Thursday, October 24, 2013

Do you recall the old game of chicken?  Two cars (driven by slightly crazy people) drive towards each other at high speed.  The person who swerves first--to avoid the pending collision--is "chicken" and loses.

If we look at this as a problem in decision analysis, we find the following matrix of possible results.

The question often posed about this game is how you can guarantee that you will win, but also guarantee that you don't end up "winning" by crashing into the other person, who has also "won."

The solution is quite simple.  As you approach the other car, you pull the steering wheel off its column and--making sure the other person sees you do it--you throw it out of the window. The other driver now knows that there is no way for you to veer off, and there is a very high likelihood that s/he will be "the chicken" and turn away.

Many cities and towns and states across the country face a big problem called "Other Post-Employment Benefits."  These benefits are a promise made to public employees that their government entity will pay for their health care insurance after retirement, supplementing Medicare until the day they or their spouse dies.  OPEB represents a huge future liability for local governments, with amounts well in excess of their willingness to pay to build up an appropriate level of reserves.  In my city, for example, the unfunded OPEB amount is about $600 million (equal to two years of the entire city budget.)  About 90,000 people live here, and that amount of money represents an extra mortgage of about $18,000 for each of the 33,000 households in the town. (According to this article, the statewide unfunded obligation  for Massachusetts cities and towns is $26 billion, a mortgage, again of $4000 for every man, woman, and child living in the state.)

The pattern across America is to ignore this problem or apply band-aids.  At best, local administrations put in place a savings fund for new employees or reduce future benefits for this cohort, so they don't add as much to the problem going forward. But there are actually very few new employees.  Meanwhile, the localities have to engage in a pay-as-you-go policy for current retirees.  But they don't plan very well for the fact that even the current retirees are likely to need more and more expensive care over time, draining the municipality as it tries to keep up with the pay-as-you-go plan. More importantly, most have no plan whatsoever to deal with the large number of incumbent employees who will be added to the OPEB rolls as they retire. 

Relatively new accounting standards from the Governmental Accounting Standards Board (GASB) Statement No. 45 provide for the recording of OPEB expense and the liabilities in the financial reports of state and local government employers. But those standards do not require governments to solve the problem.

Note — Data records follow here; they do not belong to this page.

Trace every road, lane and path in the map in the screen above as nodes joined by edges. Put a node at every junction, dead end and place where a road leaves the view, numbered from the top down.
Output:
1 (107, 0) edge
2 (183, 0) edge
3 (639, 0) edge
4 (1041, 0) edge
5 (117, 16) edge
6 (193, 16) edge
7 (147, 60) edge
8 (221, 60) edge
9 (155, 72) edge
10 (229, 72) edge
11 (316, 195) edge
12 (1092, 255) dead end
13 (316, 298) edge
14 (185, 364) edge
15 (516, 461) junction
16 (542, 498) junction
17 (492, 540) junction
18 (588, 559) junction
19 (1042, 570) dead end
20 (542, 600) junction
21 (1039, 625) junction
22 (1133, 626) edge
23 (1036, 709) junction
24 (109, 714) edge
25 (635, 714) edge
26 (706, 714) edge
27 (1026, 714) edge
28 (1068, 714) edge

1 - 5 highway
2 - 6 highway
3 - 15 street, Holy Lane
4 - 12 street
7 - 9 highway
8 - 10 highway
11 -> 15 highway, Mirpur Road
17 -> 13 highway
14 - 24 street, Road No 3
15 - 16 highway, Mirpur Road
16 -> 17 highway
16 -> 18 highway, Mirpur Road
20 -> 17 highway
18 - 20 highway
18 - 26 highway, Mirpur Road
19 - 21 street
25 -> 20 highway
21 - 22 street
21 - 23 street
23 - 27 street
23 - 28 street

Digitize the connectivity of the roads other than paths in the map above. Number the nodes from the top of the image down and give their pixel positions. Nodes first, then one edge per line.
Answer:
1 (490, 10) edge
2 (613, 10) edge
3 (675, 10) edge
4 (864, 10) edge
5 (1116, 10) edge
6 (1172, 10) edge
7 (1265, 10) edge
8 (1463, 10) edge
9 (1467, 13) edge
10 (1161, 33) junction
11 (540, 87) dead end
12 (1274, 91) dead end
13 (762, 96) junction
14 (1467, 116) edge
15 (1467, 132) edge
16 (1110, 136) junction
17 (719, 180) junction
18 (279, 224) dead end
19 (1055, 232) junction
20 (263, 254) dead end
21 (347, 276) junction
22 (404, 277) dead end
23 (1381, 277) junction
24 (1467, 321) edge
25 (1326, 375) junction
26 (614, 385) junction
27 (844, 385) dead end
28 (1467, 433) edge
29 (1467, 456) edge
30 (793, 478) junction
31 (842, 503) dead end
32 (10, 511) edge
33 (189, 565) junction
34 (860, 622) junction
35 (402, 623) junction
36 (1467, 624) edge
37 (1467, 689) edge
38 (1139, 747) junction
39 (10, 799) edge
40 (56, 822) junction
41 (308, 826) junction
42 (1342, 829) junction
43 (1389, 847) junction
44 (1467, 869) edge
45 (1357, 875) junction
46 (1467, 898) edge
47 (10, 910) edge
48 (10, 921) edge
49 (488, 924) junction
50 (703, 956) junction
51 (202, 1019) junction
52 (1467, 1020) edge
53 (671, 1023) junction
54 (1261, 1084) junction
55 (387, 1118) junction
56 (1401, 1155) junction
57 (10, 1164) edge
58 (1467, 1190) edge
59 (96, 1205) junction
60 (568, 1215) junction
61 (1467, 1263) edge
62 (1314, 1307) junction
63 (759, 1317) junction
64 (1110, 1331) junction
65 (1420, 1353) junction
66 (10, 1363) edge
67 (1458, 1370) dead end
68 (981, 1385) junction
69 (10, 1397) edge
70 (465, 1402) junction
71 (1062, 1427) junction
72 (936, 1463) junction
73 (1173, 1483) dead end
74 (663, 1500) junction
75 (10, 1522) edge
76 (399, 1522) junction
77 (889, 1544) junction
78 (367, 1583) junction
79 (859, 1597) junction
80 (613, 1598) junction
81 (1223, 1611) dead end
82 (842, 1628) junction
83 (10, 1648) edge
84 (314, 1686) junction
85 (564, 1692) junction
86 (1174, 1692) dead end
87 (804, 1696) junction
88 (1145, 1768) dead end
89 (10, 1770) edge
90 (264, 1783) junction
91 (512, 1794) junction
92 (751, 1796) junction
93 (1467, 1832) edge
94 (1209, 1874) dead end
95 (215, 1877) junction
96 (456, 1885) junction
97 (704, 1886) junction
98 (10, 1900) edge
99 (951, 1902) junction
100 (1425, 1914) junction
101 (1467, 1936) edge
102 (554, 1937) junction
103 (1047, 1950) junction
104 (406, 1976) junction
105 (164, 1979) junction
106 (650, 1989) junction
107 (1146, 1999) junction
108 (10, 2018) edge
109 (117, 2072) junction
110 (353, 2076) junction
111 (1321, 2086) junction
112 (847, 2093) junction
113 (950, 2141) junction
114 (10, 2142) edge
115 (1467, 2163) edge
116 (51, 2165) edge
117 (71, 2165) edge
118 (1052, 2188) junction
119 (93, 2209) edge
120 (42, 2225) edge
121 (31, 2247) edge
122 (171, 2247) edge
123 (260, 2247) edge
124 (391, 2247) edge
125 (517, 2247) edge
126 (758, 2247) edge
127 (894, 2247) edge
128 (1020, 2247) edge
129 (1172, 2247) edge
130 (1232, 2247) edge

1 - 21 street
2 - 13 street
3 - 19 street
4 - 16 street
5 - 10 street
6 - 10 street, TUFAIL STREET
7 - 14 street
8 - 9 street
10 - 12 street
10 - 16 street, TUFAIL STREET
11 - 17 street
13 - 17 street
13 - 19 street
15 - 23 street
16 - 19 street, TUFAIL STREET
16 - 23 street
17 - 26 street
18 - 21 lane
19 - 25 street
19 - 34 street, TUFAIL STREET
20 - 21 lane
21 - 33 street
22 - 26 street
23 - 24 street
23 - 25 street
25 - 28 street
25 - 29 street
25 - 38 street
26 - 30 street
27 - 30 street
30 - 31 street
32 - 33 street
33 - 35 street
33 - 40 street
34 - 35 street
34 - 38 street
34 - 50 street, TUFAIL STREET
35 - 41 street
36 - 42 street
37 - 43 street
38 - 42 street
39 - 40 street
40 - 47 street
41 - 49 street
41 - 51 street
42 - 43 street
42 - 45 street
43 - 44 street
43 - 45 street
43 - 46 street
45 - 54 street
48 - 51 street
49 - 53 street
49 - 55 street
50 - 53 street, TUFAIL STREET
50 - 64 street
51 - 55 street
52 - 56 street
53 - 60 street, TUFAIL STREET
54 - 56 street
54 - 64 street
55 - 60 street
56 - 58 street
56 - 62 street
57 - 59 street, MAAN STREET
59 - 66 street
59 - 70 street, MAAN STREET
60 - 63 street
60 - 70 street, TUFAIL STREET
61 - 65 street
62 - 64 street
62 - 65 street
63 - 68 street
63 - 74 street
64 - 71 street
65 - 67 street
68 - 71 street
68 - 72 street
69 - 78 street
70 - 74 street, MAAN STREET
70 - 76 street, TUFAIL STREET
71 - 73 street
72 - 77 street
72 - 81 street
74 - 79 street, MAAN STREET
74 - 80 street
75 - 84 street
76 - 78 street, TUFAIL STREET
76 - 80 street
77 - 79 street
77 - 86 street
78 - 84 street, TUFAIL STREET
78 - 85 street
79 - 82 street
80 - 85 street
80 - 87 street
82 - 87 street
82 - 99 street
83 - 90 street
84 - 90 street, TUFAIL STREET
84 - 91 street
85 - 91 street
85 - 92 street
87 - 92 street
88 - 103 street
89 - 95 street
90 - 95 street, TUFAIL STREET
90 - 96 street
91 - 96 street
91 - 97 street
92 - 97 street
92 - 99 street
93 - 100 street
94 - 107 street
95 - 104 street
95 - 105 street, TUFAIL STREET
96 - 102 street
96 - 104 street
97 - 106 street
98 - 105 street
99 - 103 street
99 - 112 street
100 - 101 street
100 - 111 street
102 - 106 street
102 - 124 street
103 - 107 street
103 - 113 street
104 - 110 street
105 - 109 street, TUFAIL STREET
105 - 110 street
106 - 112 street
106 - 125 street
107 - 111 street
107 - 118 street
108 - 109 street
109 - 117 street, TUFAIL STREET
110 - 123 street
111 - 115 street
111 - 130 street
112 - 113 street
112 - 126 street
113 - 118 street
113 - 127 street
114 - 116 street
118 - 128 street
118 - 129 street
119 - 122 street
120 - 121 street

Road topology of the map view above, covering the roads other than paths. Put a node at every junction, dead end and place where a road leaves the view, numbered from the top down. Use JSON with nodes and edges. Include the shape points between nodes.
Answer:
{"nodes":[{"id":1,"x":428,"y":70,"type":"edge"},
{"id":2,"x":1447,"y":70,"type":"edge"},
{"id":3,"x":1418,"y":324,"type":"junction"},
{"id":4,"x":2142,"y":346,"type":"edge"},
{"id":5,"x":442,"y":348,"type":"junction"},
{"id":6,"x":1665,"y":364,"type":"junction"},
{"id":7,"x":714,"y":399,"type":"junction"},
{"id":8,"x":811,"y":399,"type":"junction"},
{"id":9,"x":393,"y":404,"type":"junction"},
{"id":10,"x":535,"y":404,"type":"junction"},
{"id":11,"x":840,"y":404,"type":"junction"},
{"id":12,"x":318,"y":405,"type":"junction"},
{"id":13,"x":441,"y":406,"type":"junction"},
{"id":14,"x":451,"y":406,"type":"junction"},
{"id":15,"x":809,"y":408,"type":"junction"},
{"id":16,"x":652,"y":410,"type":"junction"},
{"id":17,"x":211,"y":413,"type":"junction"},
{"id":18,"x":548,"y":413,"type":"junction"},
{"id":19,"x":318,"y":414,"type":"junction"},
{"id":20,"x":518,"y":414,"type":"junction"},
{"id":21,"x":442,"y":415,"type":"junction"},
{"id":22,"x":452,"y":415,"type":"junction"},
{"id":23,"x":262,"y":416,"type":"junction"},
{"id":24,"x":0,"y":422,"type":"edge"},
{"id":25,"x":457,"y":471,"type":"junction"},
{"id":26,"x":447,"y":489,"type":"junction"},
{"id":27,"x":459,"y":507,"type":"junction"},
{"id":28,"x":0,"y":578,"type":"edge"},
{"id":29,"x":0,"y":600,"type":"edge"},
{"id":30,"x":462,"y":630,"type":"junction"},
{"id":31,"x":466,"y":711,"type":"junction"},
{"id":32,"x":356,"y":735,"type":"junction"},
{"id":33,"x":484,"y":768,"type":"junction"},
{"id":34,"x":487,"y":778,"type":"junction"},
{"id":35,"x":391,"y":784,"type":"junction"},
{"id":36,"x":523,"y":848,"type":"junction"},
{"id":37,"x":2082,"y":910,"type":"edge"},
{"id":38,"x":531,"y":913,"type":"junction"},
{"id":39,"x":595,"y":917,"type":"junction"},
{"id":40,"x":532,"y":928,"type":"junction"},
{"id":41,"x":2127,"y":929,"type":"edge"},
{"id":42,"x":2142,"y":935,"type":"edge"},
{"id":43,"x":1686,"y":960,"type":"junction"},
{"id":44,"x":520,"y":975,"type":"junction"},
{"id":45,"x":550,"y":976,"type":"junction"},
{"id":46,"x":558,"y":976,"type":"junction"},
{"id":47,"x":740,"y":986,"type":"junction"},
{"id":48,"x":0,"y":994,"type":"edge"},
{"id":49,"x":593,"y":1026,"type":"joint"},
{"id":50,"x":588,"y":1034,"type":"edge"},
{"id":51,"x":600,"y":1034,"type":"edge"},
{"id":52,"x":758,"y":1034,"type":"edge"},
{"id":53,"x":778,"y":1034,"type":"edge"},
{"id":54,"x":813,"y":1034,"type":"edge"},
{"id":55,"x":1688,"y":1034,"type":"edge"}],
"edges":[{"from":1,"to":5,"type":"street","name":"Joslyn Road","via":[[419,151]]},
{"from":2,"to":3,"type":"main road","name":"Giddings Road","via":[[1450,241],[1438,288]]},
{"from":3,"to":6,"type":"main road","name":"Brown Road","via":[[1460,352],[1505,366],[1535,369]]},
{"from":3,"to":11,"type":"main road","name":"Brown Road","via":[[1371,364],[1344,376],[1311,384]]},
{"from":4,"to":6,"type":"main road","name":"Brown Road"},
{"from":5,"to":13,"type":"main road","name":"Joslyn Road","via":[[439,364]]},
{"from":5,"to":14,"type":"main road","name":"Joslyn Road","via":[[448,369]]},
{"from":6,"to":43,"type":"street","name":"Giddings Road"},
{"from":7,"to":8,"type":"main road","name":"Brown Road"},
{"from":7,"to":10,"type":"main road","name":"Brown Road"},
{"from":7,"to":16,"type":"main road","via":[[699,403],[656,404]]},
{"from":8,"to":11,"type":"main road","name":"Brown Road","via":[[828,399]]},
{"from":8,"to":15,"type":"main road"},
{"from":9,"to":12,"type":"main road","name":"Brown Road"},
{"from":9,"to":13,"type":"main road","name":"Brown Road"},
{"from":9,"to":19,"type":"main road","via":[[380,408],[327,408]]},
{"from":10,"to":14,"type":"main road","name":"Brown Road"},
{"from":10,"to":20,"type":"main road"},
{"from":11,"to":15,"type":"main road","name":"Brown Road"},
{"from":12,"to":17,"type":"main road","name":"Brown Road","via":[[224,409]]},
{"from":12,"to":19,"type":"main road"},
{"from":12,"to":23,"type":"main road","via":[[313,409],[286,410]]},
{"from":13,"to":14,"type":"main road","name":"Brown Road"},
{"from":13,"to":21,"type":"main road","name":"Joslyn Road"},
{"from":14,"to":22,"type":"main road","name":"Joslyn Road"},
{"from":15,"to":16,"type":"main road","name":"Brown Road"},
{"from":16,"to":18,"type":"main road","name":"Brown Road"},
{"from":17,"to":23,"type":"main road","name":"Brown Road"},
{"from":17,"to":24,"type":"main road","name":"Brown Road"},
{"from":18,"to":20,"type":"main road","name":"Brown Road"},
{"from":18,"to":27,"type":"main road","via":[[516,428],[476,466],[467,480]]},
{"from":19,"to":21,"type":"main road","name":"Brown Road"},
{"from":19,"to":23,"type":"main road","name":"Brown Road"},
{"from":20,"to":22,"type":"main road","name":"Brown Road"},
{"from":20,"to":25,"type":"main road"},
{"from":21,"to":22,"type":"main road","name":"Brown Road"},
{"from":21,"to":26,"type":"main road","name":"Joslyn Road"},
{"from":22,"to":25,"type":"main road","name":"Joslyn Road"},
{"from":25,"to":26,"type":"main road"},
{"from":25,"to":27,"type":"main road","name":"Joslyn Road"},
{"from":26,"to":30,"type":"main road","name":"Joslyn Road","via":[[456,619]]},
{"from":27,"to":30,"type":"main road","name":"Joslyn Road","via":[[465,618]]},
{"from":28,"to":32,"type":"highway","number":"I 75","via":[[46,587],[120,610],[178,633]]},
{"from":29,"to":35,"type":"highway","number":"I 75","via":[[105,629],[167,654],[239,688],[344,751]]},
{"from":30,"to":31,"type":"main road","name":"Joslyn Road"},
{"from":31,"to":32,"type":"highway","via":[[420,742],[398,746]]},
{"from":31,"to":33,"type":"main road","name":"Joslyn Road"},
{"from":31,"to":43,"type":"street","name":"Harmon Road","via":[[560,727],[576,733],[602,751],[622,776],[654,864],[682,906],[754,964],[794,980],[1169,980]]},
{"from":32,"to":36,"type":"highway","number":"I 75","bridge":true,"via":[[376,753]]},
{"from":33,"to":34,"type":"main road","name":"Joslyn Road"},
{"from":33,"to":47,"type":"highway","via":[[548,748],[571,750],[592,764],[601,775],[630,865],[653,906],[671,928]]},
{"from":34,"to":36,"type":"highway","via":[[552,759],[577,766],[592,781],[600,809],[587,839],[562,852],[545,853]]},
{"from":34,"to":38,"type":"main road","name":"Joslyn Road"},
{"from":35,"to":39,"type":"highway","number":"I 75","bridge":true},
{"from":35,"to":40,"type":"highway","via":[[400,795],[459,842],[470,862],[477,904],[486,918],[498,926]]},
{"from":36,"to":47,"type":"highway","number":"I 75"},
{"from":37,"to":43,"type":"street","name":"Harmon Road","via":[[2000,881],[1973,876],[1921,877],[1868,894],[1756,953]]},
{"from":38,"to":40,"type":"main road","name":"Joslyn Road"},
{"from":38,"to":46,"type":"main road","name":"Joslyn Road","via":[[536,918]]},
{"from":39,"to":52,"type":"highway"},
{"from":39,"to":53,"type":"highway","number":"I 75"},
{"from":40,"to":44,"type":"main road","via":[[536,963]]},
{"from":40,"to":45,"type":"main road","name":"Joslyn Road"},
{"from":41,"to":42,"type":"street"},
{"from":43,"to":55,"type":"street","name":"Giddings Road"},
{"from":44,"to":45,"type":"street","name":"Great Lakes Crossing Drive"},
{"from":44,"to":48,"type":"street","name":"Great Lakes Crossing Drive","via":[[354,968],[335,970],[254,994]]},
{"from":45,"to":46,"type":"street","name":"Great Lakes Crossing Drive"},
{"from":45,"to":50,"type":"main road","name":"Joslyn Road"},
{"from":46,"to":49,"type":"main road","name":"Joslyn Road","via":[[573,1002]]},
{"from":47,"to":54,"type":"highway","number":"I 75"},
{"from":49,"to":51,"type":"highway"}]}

So, the way most localities are dealing with this problem is by playing chicken and throwing out the steering wheel.  They don't like to say this publicly, but they fully expect that, when the time comes, the federal government will rescue them from this situation.  Indeed, the more localities that choose to play chicken, the more likely this will be the result.  The last thing the US government would want is to have dozens or hundreds or thousands of local government entities going into default.  The political pressure from retirees, local taxpayers, and local governments will come down on Congress to solve the problem. (This possibility is acknowledged in a 2011 Congressional Budget Office study.)

What makes this all so risky and difficult is that it will be occurring precisely when the funding for Medicare--for non-government retirees--also gets very tight because of the country's demographic trends.

A better plan would be to have the federal government impose the kind of standards it does on private companies, requiring localities to fully fund OPEB liabilities.  Give the local governments a period of time to catch up, but don't let them engage in this kind of game of chicken.